Shortly after the general peace, a band of adventurers took advantage of this conflict, and of the facility which it afforded, to establish a system of buccaneering in the neighboring seas, to the great annoyance of the commerce of the United States, and, as was represented, of that of other powers. Of this spirit and of its injurious bearing on the United States, strong proofs were afforded by the establishment at Amelia Ísland, and the purposes to which it was made instrumental, by this band, in 1817, and by the occurrences which took place in other parts of Florida, in 1818, the details of which, in both instances, are too well known to require to be now recited.
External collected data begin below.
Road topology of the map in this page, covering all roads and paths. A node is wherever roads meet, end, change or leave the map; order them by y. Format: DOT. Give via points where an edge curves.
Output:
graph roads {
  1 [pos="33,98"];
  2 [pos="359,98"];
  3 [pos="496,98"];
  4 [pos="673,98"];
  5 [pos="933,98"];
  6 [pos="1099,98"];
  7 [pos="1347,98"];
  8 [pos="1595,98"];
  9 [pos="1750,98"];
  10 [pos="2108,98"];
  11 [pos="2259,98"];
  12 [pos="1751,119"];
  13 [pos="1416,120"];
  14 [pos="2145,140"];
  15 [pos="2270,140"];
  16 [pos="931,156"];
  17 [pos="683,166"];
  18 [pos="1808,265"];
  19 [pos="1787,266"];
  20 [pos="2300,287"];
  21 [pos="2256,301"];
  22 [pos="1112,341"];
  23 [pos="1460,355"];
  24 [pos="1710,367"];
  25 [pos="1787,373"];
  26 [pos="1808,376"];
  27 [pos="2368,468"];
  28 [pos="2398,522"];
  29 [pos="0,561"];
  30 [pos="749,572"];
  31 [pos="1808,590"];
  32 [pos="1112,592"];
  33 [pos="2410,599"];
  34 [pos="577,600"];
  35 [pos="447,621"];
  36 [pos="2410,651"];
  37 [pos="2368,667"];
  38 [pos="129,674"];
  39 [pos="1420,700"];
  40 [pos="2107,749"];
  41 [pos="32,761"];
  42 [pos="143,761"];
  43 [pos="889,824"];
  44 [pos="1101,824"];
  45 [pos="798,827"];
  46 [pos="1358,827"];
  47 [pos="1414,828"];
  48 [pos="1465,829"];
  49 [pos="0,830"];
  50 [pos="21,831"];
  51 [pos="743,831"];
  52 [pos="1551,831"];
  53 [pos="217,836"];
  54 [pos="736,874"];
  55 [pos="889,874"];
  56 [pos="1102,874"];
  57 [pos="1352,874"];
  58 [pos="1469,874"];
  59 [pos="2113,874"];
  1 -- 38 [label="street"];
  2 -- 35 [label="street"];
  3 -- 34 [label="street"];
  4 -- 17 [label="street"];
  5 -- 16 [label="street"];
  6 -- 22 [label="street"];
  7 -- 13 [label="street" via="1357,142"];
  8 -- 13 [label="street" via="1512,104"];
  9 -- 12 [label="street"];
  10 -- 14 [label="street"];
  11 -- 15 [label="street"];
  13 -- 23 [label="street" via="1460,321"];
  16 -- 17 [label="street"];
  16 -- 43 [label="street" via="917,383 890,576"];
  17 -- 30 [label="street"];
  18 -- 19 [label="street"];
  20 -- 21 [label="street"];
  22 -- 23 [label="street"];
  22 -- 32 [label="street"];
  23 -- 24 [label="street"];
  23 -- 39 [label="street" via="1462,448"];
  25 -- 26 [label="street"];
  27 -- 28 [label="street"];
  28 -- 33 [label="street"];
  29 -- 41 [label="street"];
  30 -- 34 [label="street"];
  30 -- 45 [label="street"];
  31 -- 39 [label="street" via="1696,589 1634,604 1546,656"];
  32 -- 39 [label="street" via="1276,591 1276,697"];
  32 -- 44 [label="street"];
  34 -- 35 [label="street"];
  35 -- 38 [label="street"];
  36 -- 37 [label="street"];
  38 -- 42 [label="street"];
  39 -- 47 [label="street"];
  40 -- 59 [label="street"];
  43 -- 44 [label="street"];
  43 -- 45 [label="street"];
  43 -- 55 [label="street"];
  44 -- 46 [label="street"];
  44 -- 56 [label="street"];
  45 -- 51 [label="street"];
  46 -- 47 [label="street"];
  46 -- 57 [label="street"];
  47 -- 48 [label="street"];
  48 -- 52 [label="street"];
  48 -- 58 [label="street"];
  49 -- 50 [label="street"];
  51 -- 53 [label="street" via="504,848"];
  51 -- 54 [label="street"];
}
I am satisfied, had a less decisive course been adopted, that the worst consequences would have resulted from it. We have seen that these checks, decisive as they were, were not sufficient to crush that piratical spirit. Many culprits, brought within our limits, have been condemned to suffer death, the punishment due to that atrocious crime. The decisions of upright and enlightened tribunals fall equally on all, whose crimes subject them, by a fair interpretation of the law, to its cen

It belongs to the executive not to suffer the executions, under these decisions, to transcend the great purpose for which punishment is necessary. The full benefit of example being secured, policy, as well as humanity, equally forbids that they should be carried further. I have acted on this principle, pardoning those who appear to have been led astray by ignorance of the criminality of the acts they had committed, and suffering the law to take effect on those only, in whose favor no extenuating circumstances could be urged.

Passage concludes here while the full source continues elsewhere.